The New Zealand Dollar bucked the trend among commodity currencies Friday to outperform all major rivals except the U.S. Dollar, after the NZ Treasury said economic activity is returning to earlier levels after a second ‘lockdown’ that’s now forecast to eat into third-quarter growth to a lesser extent than was feared. 

A part of New Zealand’s economy entered a second ‘lockdown’ midway through the third-quarter with a return to Alert Level 4 restrictions on movements and activities of people, although Treasury said Friday that the impact on the fledgling recovery was likely not as bad as was once feared. 

Better-than-expected second quarter data underpins new Treasury assumptions which, although still highly imperfect, “would still leave the level of GDP slightly ahead of forecast.” Treasury now estimates a third quarter rebound of between +7% and +10% even after the August shutdown. 

“Card spending data suggest that spending has recovered this week, though Auckland remains slightly below the Alert Level 1 average,” Treasury says. “We assume that Alert Level 1 is in place from the December 2020 quarter until 1 January 2022, after which border restrictions are removed.”

Source: Government of New Zealand.

Supported by an effective government fiscal support programme, private consumption is returning to pre-August levels in New Zealand although perhaps revealingly for the non-retail parts of the economy,' electricity demand has fallen toward the lower end of its second-quarter range. 

Meanwhile, and possibly for the duration of the next calendar year, the country’s renowned and economically-significant tourism industry remains closed and so continues to hamstring the recovery. 

Source: Government of New Zealand.

New Zealand’s Dollar gave short-shrift to these cautionary factors on Friday however, rising against all major currencie except the U.S. Dollar. 

“Shorts continued to be pared over uncertainty surrounding the stimulus bill and a weaker macro backdrop.
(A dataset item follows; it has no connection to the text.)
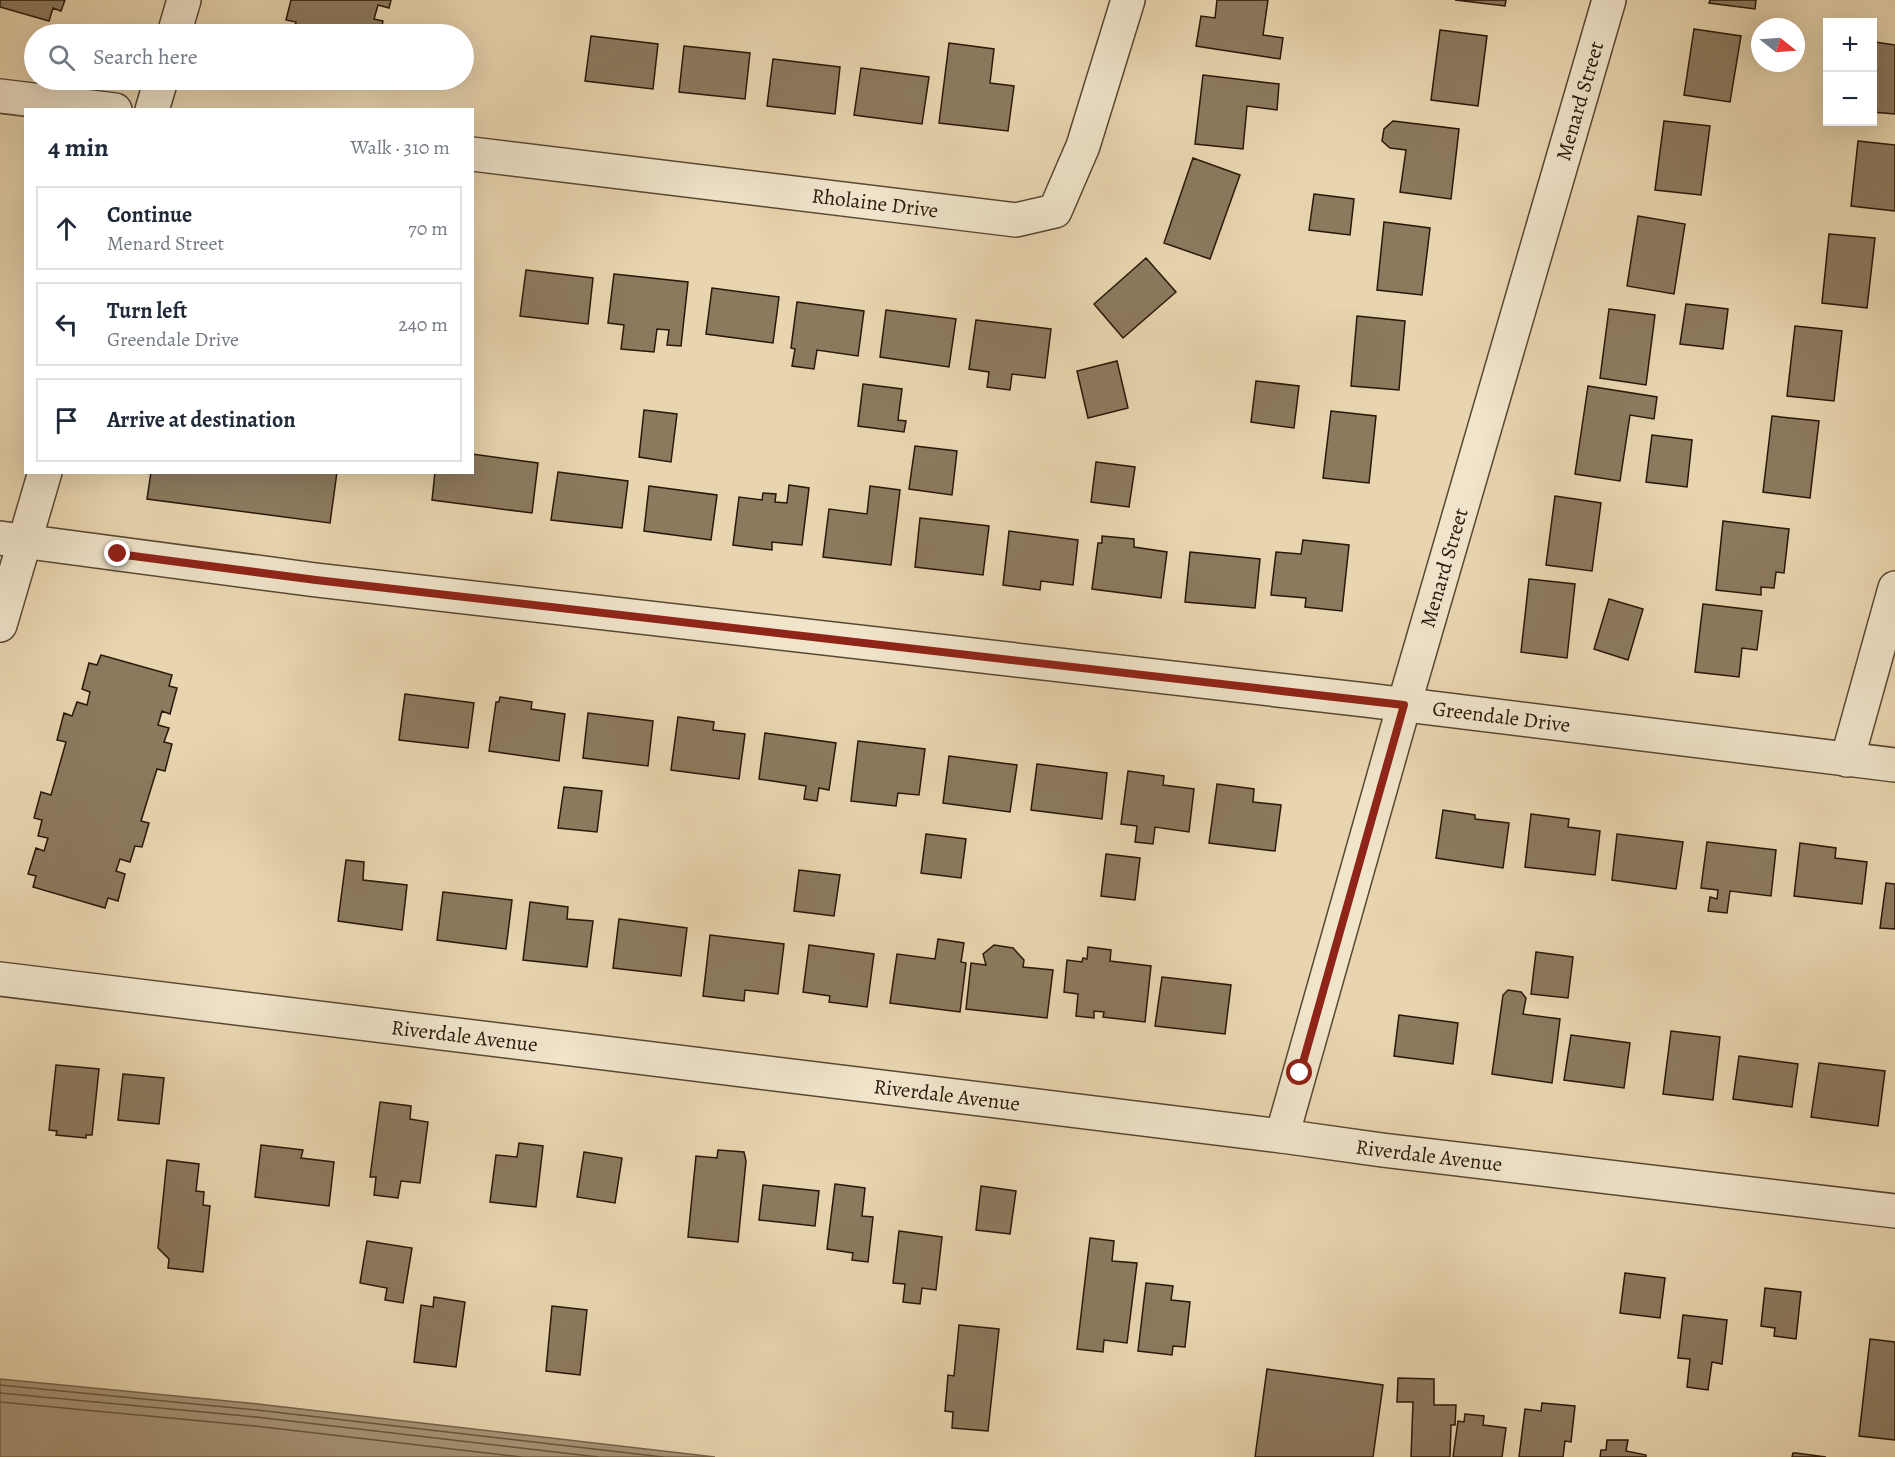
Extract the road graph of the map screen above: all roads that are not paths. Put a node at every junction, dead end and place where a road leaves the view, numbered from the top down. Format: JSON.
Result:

As we head into the start of presidential debates next Tuesday, we can expect a pickup in volatility, and likely a higher USD. Longer term, we expect the USD to weaken strategically,” says Bipan Rai, North American head of FX strategy at CIBC Capital Markets

NZD/USD fell Friday, though only by around -0.06% and less than other major currencies while all other Kiwi major Kiwi exchange rates were higher for the session, although it’s a long way from being clear whether this pattern of performance is sustainable. Rai’s CIBC colleagues say that large institutional investors are still running bets in favour of NZD/USD and at a point when the U.S. Dollar is stirring and the Chinese Yuan is softening, which means the Kiwi currency could be found wanting and caught short in the coming days and weeks if the U.S. Dollar continues to rally. 

Source: NZD/USD rate shown at daily intervals alongside S&P 500 index futures (green line, left axis).

An institutional rethink would weigh on NZD/USD while CIBC has warned that “Danger lurks below 0.6393, which is also the 200-day SMA.” New Zealanders themselves also have their doubts about the Kiwi outlook too.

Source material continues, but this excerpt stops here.